The GNA was created by the UN two years ago to unite the country and end the civil war. Instead, the GNA’s cabinet is unable even to unite Tripoli, which is "controlled" by various militias. Hence the need for Gurkhas to stop militias overrunning the ostentatious UN compound, "Palm City," which is itself a provocation to the Libyan people.

The elected parliament in Tobruk, rival to the GNA, is increasingly calling the shots. Thanks to the increasingly popular Field Marshal Khalifa Haftar, Tobruk now controls the majority of the country and its oil infrastructure and ports. The idea that the GNA will ever rule over areas held by Tobruk is laughable. But, having created the GNA, the UN remains determined to back it. Last week Haftar banned GNA personnel from visiting the East -- so much for the alleged French July détente efforts.

What makes the UN case so hopeless is that outside powers are split and at odds – in particular France and Italy -- over who to support. 

One European country is even pondering supporting the son of the late Colonel Gaddafi -- that is how desperate the situation has become.

Italy supports the GNA because militias in western Libya are in a position to stop people-smuggling. Italy faces parliamentary elections in 2018 and politicians are aware the electorate will focus on the immigration issue.

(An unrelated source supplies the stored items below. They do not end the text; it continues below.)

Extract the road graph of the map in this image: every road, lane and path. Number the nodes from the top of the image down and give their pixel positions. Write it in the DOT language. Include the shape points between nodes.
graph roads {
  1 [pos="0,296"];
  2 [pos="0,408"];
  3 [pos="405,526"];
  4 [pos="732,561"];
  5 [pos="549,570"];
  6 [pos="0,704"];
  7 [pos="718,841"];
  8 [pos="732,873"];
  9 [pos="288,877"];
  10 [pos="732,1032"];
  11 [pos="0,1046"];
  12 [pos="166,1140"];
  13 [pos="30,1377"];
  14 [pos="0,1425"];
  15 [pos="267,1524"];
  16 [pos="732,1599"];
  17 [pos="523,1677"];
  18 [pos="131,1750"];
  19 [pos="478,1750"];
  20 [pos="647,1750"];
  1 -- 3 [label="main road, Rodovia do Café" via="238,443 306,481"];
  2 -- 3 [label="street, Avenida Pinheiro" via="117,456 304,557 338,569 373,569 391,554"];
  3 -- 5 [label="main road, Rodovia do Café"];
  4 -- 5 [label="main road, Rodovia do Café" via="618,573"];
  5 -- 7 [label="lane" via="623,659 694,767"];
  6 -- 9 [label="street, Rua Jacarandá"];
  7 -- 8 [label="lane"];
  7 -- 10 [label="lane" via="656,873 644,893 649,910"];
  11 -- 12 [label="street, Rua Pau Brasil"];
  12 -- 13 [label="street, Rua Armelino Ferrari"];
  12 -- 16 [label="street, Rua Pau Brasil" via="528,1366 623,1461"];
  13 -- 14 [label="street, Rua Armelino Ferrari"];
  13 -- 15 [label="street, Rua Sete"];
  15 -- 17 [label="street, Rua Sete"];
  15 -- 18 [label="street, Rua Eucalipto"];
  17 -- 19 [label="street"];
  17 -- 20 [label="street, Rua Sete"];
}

Most migrants from Libya end up in Italy, not France, and for Paris migration is less important than combating terrorism. Haftar is already combating Islamist terrorists in Libya, making France a natural ally.

“Serraj leverages off of Italian support,” said Jalel Harchaoui, a doctoral candidate in geopolitics and Libyan commentator, adding “and you can be sure Haftar makes use of the prestige of France’s apparent support for his military campaign.  On the ground, the inability of foreign states to coordinate among themselves on Libya has always generated more chaos.”

In July, Fayez Serraj, the UN-designated prime minister from the Government of National Accord, met with Haftar in Paris to sign a peace deal between the two sides. But neither leader actually signed the document. In an interview with France 24, Haftar later stated, “Serraj is a good man, but he cannot implement what he agrees to.”

Russia showed its support for Haftar by inviting him aboard an aircraft carrier earlier this year. It has since hedged its bets, insisting it is working for reconciliation by talking to all sides, including the Misrata-based Al-Bunyan Al-Marsoos (BMB) militia.

Yesterday the BMB militia surprisingly pledged its support for an unknown multi-millionaire businessman Basit Igtet, a Swiss based Libyan with alleged links to Israel and designs on becoming President of Libya!

One thing must be made clear: The BMB Militia are enemies of Haftar's LNA.

Lev Dengov, head of the "Russia’s Contact Group for a Libyan settlement," recently stated, “Tripoli and Tobruk personnel share the same embassy building in Moscow, engineered by us, to bring them closer to each other.”

Britain is trying to have it both ways. Foreign Secretary Boris Johnson, who presumably facilitated the Gurkhas' deployment, visited Serraj to show support, flying east to see Haftar on the of 24th August at his headquarters, urging the field marshall to keep to the "unsigned" agreement announced in Paris. But why should Hafter do so? It's farcical.

The United States has kept a low profile thus far. Though rumour has it there has been a shift in policy in the last few days. Expect Rex Tillerson to get involved in the near future.

With the big powers so divided, and the GNA experiment having failed, the new UN envoy, Ghassan Salame, a Lebanese politician, said by some to be distrusted by the Russians, would have done better to dump the GNA.

Instead Salame is planning to send UN staff and "British Gurkhas," disguised as "guards," into the Tripoli cauldron, putting many lives needlessly at risk to support a failed and unelected government.

When will the UN throw in its losing hand? And when will Russia return to the aces it had when it supported Haftar?